Daisy Buchanan is the Southern belle with whom Gatsby is so desperately in love that he joins the underworld, amasses a small fortune, and ultimately ruins his life. It is safe to assume that a man as shallow as Gatsby would not be drawn to someone unattractive. There’s a reason Daisy has been played in the movies by fair beauties like Mia Farrow and Carey Mulligan. Yet here is how Nick, a distant enough cousin to lust for her with impunity if he had such impulses, describes her:
I looked back at my cousin, who began to ask me questions in her low, thrilling voice. It was the kind of voice that the ear follows up and down, as if each speech is an arrangement of notes that will never be played again. Her face was sad and lovely with bright things in it, bright eyes and a bright passionate mouth, but there was an excitement in her voice that men who had cared for her found difficult to forget: a singing compulsion, a whispered “Listen,” a promise that she had done gay, exciting things just a while since and that there were gay, exciting things hovering in the next hour.

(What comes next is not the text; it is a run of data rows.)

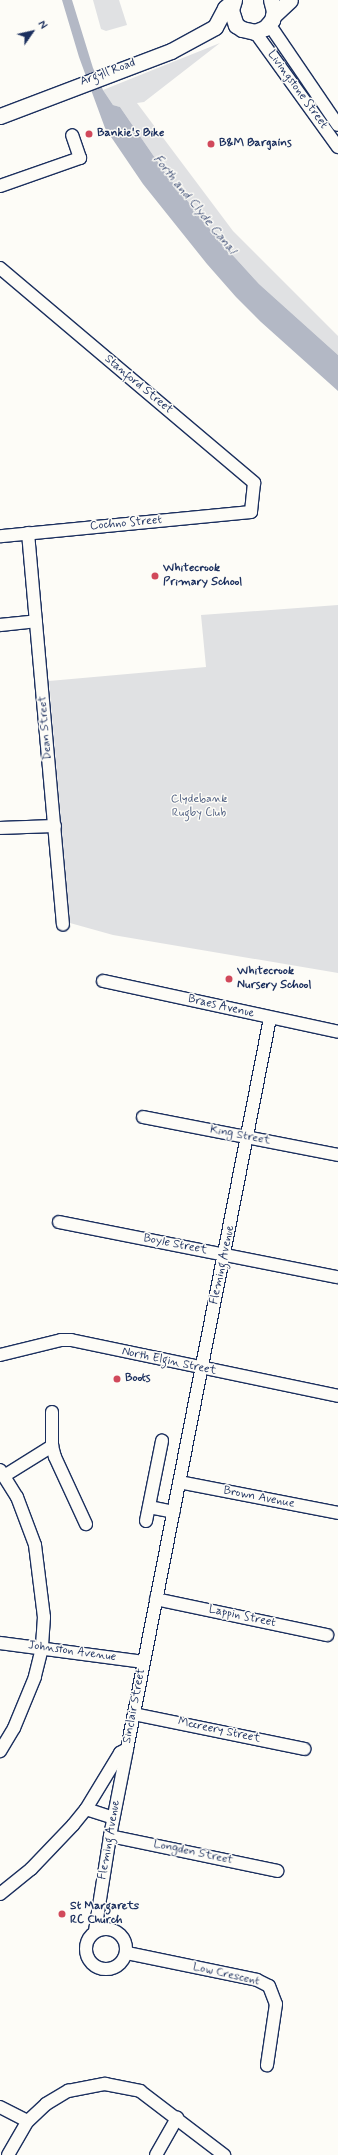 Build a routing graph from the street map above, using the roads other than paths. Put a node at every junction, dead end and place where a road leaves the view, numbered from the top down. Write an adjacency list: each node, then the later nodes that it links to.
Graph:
1 (271, 0): 4 (street)
2 (290, 0): 4 (street)
3 (233, 1): 5 (street); 6 (street)
4 (272, 20): 7 (street); 9 (street, Livingstone Street)
5 (236, 25): 6 (street, Argyll Road); 7 (street)
6 (215, 27): 8 (street, Argyll Road)
7 (255, 32): 11 (street, Livingstone Street)
8 (0, 116)
9 (338, 125)
10 (72, 135): 12 (street)
11 (338, 148)
12 (0, 186)
13 (0, 268): 14 (street, Stanford Street)
14 (251, 512): 15 (street, Cochno Street)
15 (28, 533): 16 (street, Cochno Street); 17 (street, Dean Street)
16 (0, 536)
17 (36, 621): 18 (street); 19 (street, Dean Street)
18 (0, 625)
19 (55, 826): 20 (street); 21 (street, Dean Street)
20 (0, 828)
21 (63, 924)
22 (103, 981): 23 (street, Braes Avenue)
23 (270, 1018): 24 (street, Braes Avenue); 26 (street, Fleming Avenue)
24 (338, 1032)
25 (143, 1117): 26 (street, King Street)
26 (248, 1137): 27 (street, King Street); 29 (street, Fleming Avenue)
27 (338, 1155)
28 (59, 1222): 29 (street, Boyle Street)
29 (226, 1254): 30 (street, Boyle Street); 32 (street, Fleming Avenue)
30 (338, 1277)
31 (0, 1356): 32 (street, North Elgin Street)
32 (203, 1370): 33 (street, North Elgin Street); 38 (street, Fleming Avenue)
33 (338, 1396)
34 (52, 1412): 36 (street)
35 (162, 1441): 39 (street)
36 (52, 1446): 37 (street); 43 (street)
37 (2, 1473): 47 (street)
38 (179, 1482): 40 (street, Fleming Avenue); 41 (street, Brown Avenue)
39 (149, 1508): 40 (street); 42 (street)
40 (174, 1512): 44 (street, Fleming Avenue)
41 (338, 1513)
42 (146, 1521)
43 (86, 1524)
44 (156, 1599): 45 (street, Lappin Street); 48 (street, Fleming Avenue)
45 (327, 1635)
46 (0, 1643): 47 (street, Johnston Avenue)
47 (42, 1648): 48 (street, Johnston Avenue); 52 (street)
48 (144, 1662): 49 (street, Sinclair Street)
49 (134, 1714): 50 (street, Sinclair Street); 51 (street, Mccreery Street)
50 (127, 1749): 53 (street, Sinclair Street); 54 (street, Fleming Avenue)
51 (304, 1749)
52 (0, 1751)
53 (86, 1809): 54 (street); 57 (street, Sinclair Street)
54 (113, 1818): 55 (street, Fleming Avenue)
55 (110, 1836): 56 (street, Longden Street); 58 (street, Fleming Avenue)
56 (277, 1871)
57 (0, 1894)
58 (96, 1931): 59 (street); 59 (street)
59 (127, 1953): 60 (street, Low Crescent)
60 (266, 2065)
61 (0, 2107): 63 (street)
62 (177, 2118): 63 (street); 65 (street); 66 (street)
63 (28, 2121): 64 (street)
64 (8, 2155)
65 (156, 2155)
66 (224, 2155) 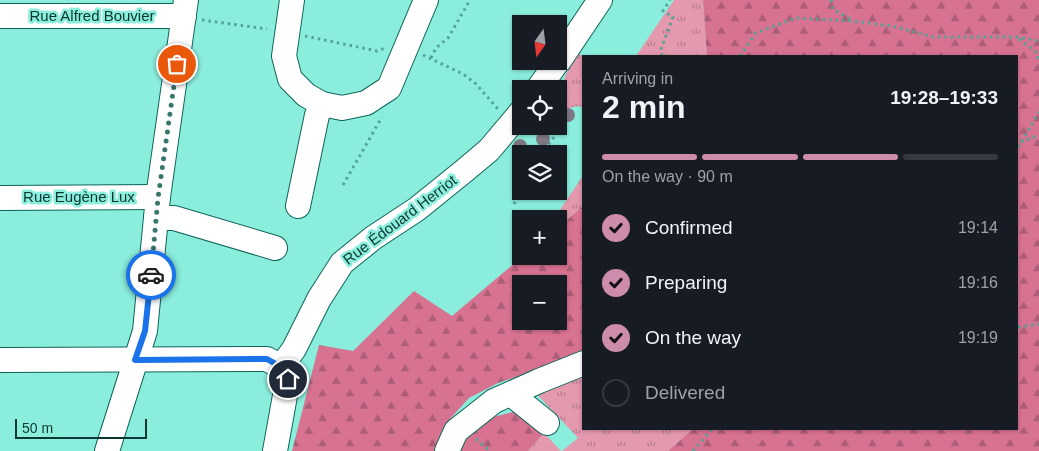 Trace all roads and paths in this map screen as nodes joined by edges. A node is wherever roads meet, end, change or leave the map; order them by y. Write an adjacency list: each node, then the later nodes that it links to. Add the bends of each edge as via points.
1 (292, 0): 11 (street)
2 (426, 0): 14 (street)
3 (470, 0): 22 (path, via 448,38 436,48 431,58 463,74)
4 (600, 0): 15 (street)
5 (670, 0): 16 (path, via 663,10 673,17 661,49)
6 (831, 0): 9 (path, via 833,9)
7 (185, 8): 8 (street, Rue Alfred Bouvier); 10 (path, via 199,20); 31 (street)
8 (0, 16)
9 (851, 20): 12 (path, via 933,37); 17 (path, via 795,18 756,33)
10 (265, 29)
11 (288, 32): 14 (path, via 377,51 392,44); 20 (street, via 284,56 290,79 306,95)
12 (1017, 37): 13 (path); 18 (path, via 1036,52)
13 (1039, 41)
14 (406, 48): 19 (street, via 389,88)
15 (568, 48)
16 (662, 55)
17 (741, 55)
18 (1039, 62)
19 (382, 92): 20 (street, via 366,103 342,108); 26 (path, via 388,107)
20 (322, 104): 30 (street)
21 (1039, 112): 25 (path)
22 (512, 114)
23 (512, 124): 38 (street, Rue Édouard Herriot, via 489,150 464,171 342,262)
24 (1039, 135): 25 (path)
25 (1019, 144)
26 (343, 185)
27 (0, 198): 31 (street, Rue Eugène Lux)
28 (516, 200): 29 (path)
29 (514, 204)
30 (298, 206)
31 (157, 208): 32 (street, Rue Eugène Lux, via 174,218); 36 (street, via 145,331)
32 (275, 248)
33 (1039, 324): 34 (path)
34 (1018, 327)
35 (0, 360): 36 (street)
36 (135, 360): 38 (street, via 267,359); 42 (street)
37 (582, 364): 39 (street)
38 (281, 367): 43 (street, via 288,379)
39 (510, 394): 40 (street); 44 (street, via 494,401 456,431)
40 (547, 423)
41 (711, 430): 45 (path)
42 (107, 451)
43 (275, 451)
44 (447, 451)
45 (693, 451)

Essentially, Daisy, this legendary beauty, this great love of Gatsby’s life…had a nice voice. A voice they later realize sounds like money. (Note that “men who had cared for her” does not imply that Nick was among them.)
Next up, the golfer Jordan Baker. Nick’s take:
I enjoyed looking at her. She was a slender, small-breasted girl, with an erect carriage, which she accentuated by throwing her body backward at the shoulders like a young cadet. Her gray sun-strained eyes looked back at me with polite reciprocal curiosity out of a wan, charming, disconcerted face.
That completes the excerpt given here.